┌────────
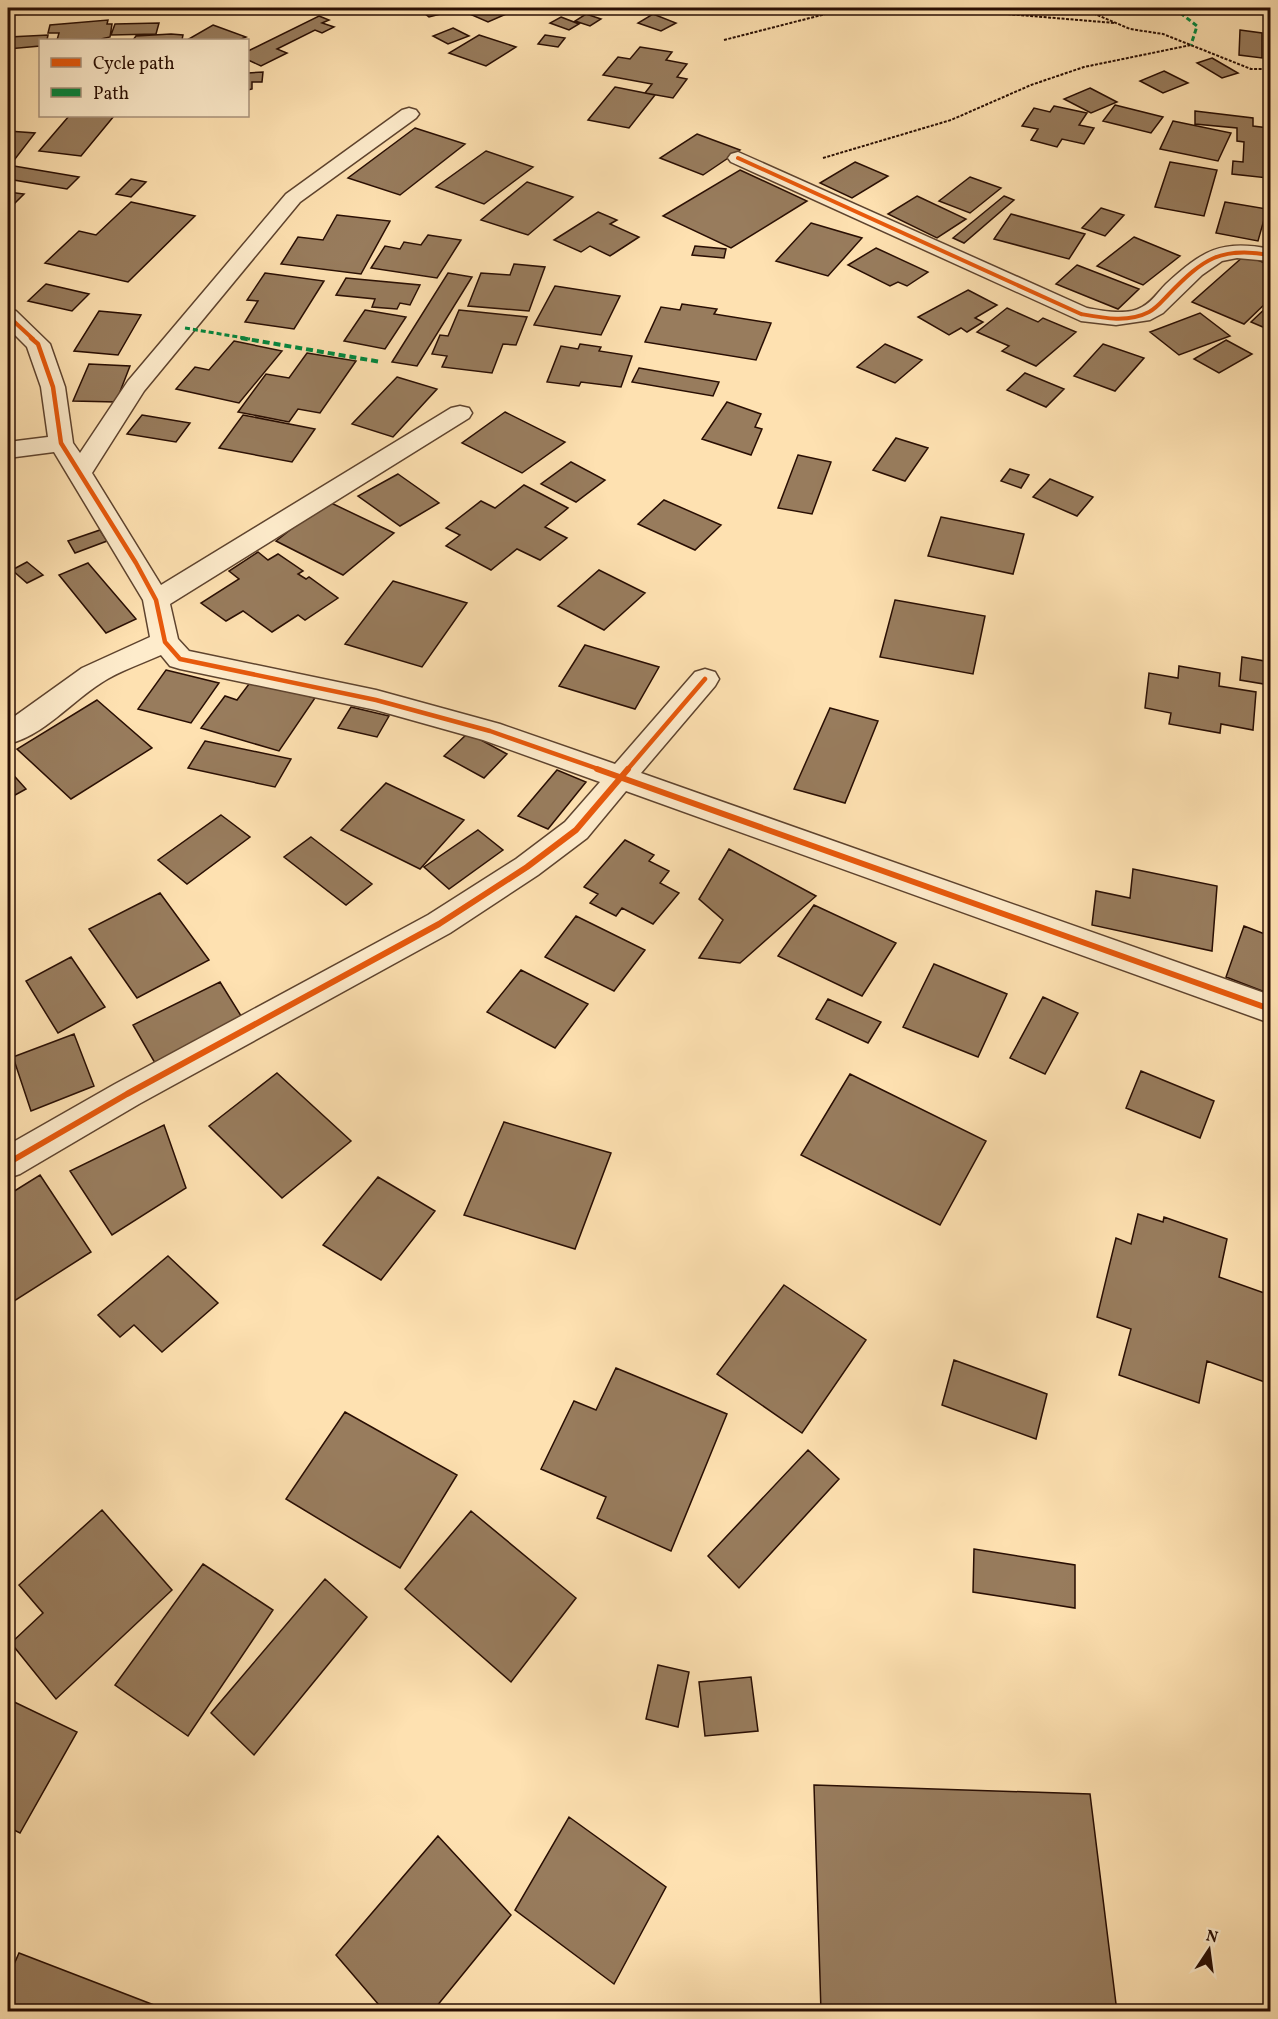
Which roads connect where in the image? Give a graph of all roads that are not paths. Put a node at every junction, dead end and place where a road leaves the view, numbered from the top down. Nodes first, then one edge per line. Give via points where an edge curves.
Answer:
1 (409, 114) dead end
2 (738, 158) dead end
3 (1270, 255) edge
4 (8, 316) edge
5 (460, 413) dead end
6 (61, 443) junction
7 (8, 450) edge
8 (80, 473) junction
9 (156, 600) junction
10 (165, 642) junction
11 (705, 679) dead end
12 (8, 734) edge
13 (621, 777) junction
14 (1270, 1009) edge
15 (8, 1163) edge

1 - 8 street via 293,198 135,386
2 - 3 street via 1071,309 1099,318 1119,319 1150,312 1204,262 1221,253 1242,249
4 - 6 street via 38,344 53,387
5 - 9 street
6 - 7 street
6 - 8 street
8 - 9 street
9 - 10 street
10 - 12 street via 92,675
10 - 13 street via 180,659 376,700 479,728
11 - 13 street
13 - 14 street
13 - 15 street via 576,830 439,924

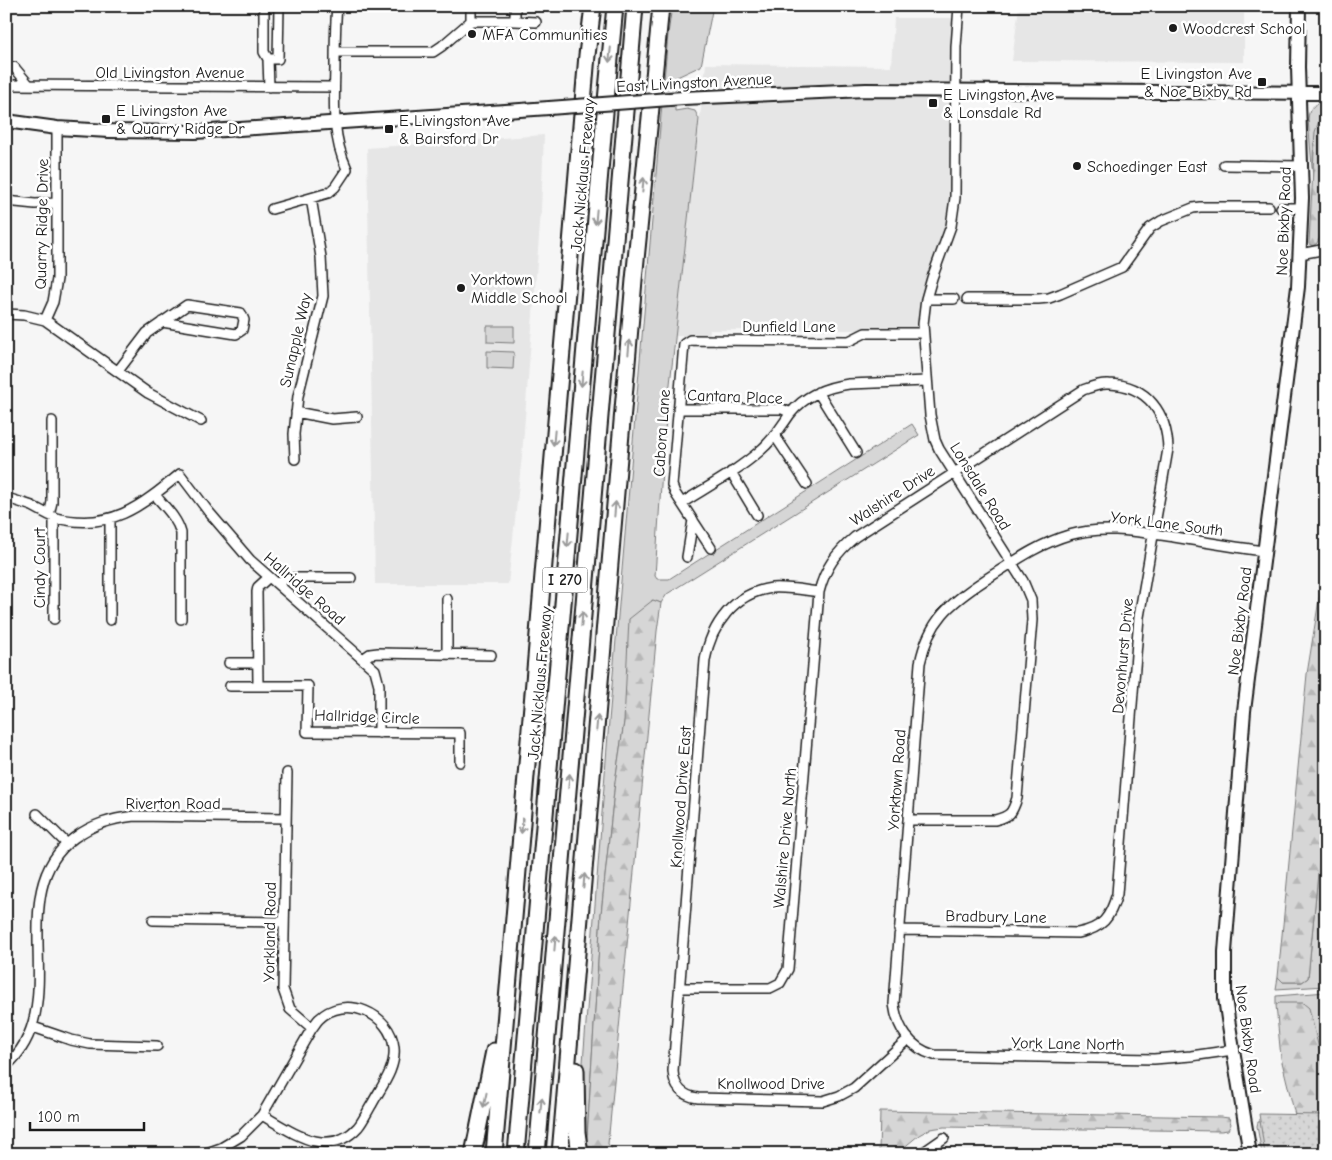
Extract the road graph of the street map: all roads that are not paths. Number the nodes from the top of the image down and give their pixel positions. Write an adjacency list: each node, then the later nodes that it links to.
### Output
1 (264, 6): 16 (street)
2 (279, 6): 16 (street)
3 (337, 6): 15 (street)
4 (471, 6): 12 (street)
5 (515, 6): 13 (street)
6 (593, 6): 103 (highway, one-way to 103)
7 (615, 6): 116 (highway, Jack Nicklaus Freeway / I 270, one-way to 116)
8 (635, 6): 117 (highway, I 270, one-way to 8)
9 (661, 6): 102 (highway, one-way to 9)
10 (959, 6): 22 (street, Lonsdale Road)
11 (1299, 6): 23 (main road, Noe Bixby Road)
12 (471, 21): 13 (street); 15 (street)
13 (515, 21): 14 (street)
14 (536, 22)
15 (335, 52): 21 (street)
16 (268, 59): 20 (street)
17 (6, 67): 19 (street)
18 (6, 85): 19 (street, Old Livingston Avenue)
19 (29, 85): 20 (street, Old Livingston Avenue)
20 (269, 87): 21 (street, Old Livingston Avenue)
21 (334, 87): 26 (street)
22 (956, 90): 23 (main road, East Livingston Avenue); 26 (main road, East Livingston Avenue, bridge); 39 (street, Lonsdale Road)
23 (1299, 92): 24 (main road, East Livingston Avenue); 29 (main road, Noe Bixby Road)
24 (1326, 93)
25 (6, 121): 27 (main road, East Livingston Avenue)
26 (334, 122): 27 (main road, East Livingston Avenue); 30 (street)
27 (57, 128): 32 (street, Quarry Ridge Drive)
28 (1224, 165): 29 (street)
29 (1302, 166): 35 (main road, Noe Bixby Road)
30 (311, 198): 36 (street); 52 (street, Sunapple Way)
31 (6, 201): 32 (street)
32 (57, 203): 43 (street, Quarry Ridge Drive)
33 (1269, 208): 41 (street)
34 (1281, 208): 35 (street)
35 (1302, 208): 38 (main road, Noe Bixby Road)
36 (272, 209)
37 (1326, 249): 38 (street)
38 (1300, 254): 72 (main road, Noe Bixby Road)
39 (926, 299): 40 (street); 45 (street, Lonsdale Road)
40 (954, 299)
41 (966, 299)
42 (6, 314): 43 (street)
43 (45, 320): 47 (street)
44 (162, 322): 44 (street); 47 (street)
45 (923, 333): 46 (street, Dunfield Lane); 48 (street, Lonsdale Road)
46 (684, 344): 51 (street, Cabora Lane)
47 (118, 371): 56 (street)
48 (927, 381): 50 (street); 61 (street, Lonsdale Road)
49 (1135, 390): 61 (street, Walshire Drive); 70 (street, Devonhurst Drive)
50 (818, 392): 53 (street); 58 (street)
51 (678, 409): 53 (street, Cantara Place); 65 (street, Cabora Lane)
52 (296, 412): 54 (street); 59 (street, Sunapple Way)
53 (791, 413): 57 (street)
54 (357, 417)
55 (52, 421): 67 (street, Cindy Court)
56 (201, 421)
57 (775, 436): 60 (street); 62 (street)
58 (856, 453)
59 (295, 459)
60 (730, 472): 65 (street); 66 (street)
61 (954, 472): 74 (street, Lonsdale Road); 78 (street, Walshire Drive)
62 (807, 484)
63 (155, 495): 68 (street); 75 (street, Hallridge Road); 81 (street)
64 (6, 498): 67 (street)
65 (682, 503): 69 (street, Cabora Lane)
66 (757, 515)
67 (52, 516): 68 (street); 80 (street, Cindy Court)
68 (110, 519): 82 (street)
69 (693, 520): 71 (street, Cabora Lane); 73 (street)
70 (1154, 534): 72 (street, York Lane South); 74 (street, York Lane South); 100 (street, Devonhurst Drive)
71 (711, 548)
72 (1264, 551): 108 (main road, Noe Bixby Road)
73 (687, 557)
74 (1012, 563): 95 (street, Yorktown Road); 95 (street, Lonsdale Road)
75 (269, 577): 77 (street, Hallridge Road); 86 (street)
76 (351, 578): 77 (street)
77 (278, 584): 85 (street, Hallridge Road)
78 (818, 592): 101 (street, Knollwood Drive East); 101 (street, Walshire Drive North)
79 (447, 600): 83 (street)
80 (54, 619)
81 (181, 619)
82 (110, 620)
83 (447, 654): 84 (street); 85 (street)
84 (491, 655)
85 (363, 659): 90 (street, Hallridge Road)
86 (257, 662): 87 (street); 89 (street)
87 (229, 663)
88 (230, 686): 89 (street, Hallridge Circle)
89 (258, 686): 90 (street, Hallridge Circle)
90 (379, 733): 91 (street, Hallridge Circle)
91 (460, 762)
92 (287, 773): 94 (street, Yorkland Road)
93 (37, 814): 96 (street)
94 (286, 818): 96 (street, Riverton Road); 98 (street, Yorkland Road)
95 (908, 820): 99 (street, Yorktown Road)
96 (66, 843): 104 (street, Riverton Road)
97 (153, 920): 98 (street)
98 (284, 922): 105 (street, Yorkland Road)
99 (899, 930): 100 (street, Bradbury Lane); 106 (street, Yorktown Road)
100 (1092, 930)
101 (680, 988): 110 (street, Knollwood Drive East)
102 (574, 1000): 118 (highway); 119 (highway)
103 (507, 1001): 114 (highway, one-way to 114); 115 (highway)
104 (32, 1026): 107 (street); 109 (street, Riverton Road)
105 (312, 1028): 111 (street); 111 (street)
106 (908, 1039): 108 (street, York Lane North); 110 (street, Knollwood Drive)
107 (157, 1046)
108 (1233, 1050): 121 (main road, Noe Bixby Road)
109 (6, 1066)
110 (677, 1088)
111 (262, 1115): 113 (street)
112 (944, 1138): 120 (street)
113 (204, 1154)
114 (473, 1154)
115 (494, 1154)
116 (516, 1154)
117 (537, 1154)
118 (560, 1154)
119 (580, 1154)
120 (921, 1154)
121 (1250, 1154)

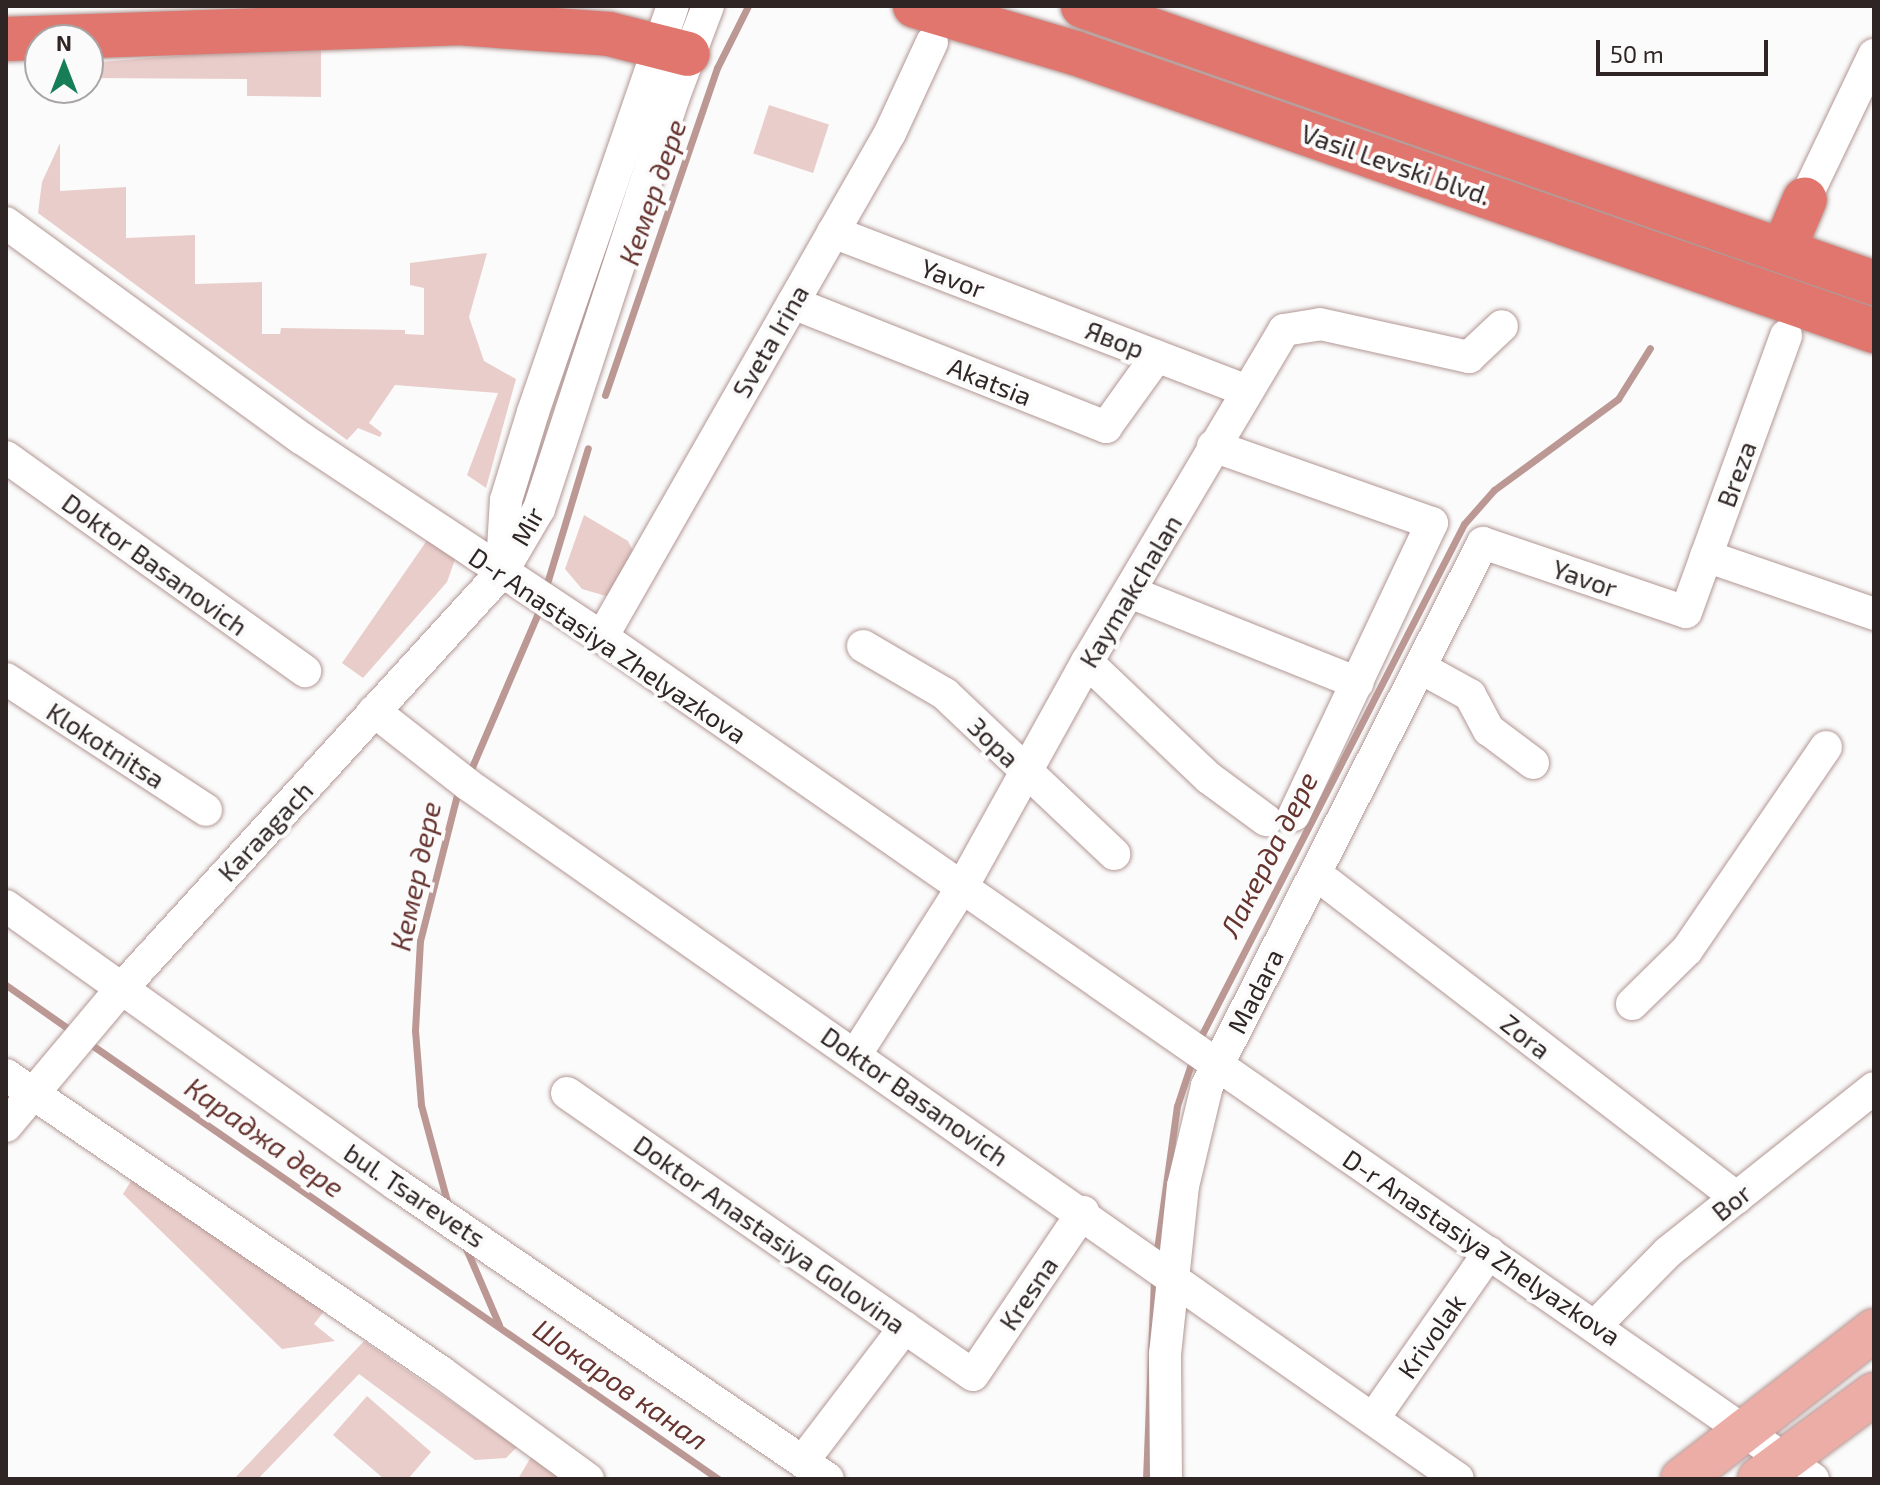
└────────
Work to be completed
What should be set down is every line from the opening of the records through the line that contains "Extract the road", exactly, with pictures left out.

Reply to the task
Which roads connect where in the image? Give a graph of all roads that are not paths. Put a node at every junction, dead end and place where a road leaves the view, numbered from the top down. Nodes first, then one edge per line. Give via points where an edge curves.
Answer:
1 (409, 114) dead end
2 (738, 158) dead end
3 (1270, 255) edge
4 (8, 316) edge
5 (460, 413) dead end
6 (61, 443) junction
7 (8, 450) edge
8 (80, 473) junction
9 (156, 600) junction
10 (165, 642) junction
11 (705, 679) dead end
12 (8, 734) edge
13 (621, 777) junction
14 (1270, 1009) edge
15 (8, 1163) edge

1 - 8 street via 293,198 135,386
2 - 3 street via 1071,309 1099,318 1119,319 1150,312 1204,262 1221,253 1242,249
4 - 6 street via 38,344 53,387
5 - 9 street
6 - 7 street
6 - 8 street
8 - 9 street
9 - 10 street
10 - 12 street via 92,675
10 - 13 street via 180,659 376,700 479,728
11 - 13 street
13 - 14 street
13 - 15 street via 576,830 439,924

Extract the road graph of the street map: all roads that are not paths. Number the nodes from the top of the image down and give their pixel positions. Write an adjacency list: each node, then the later nodes that it links to.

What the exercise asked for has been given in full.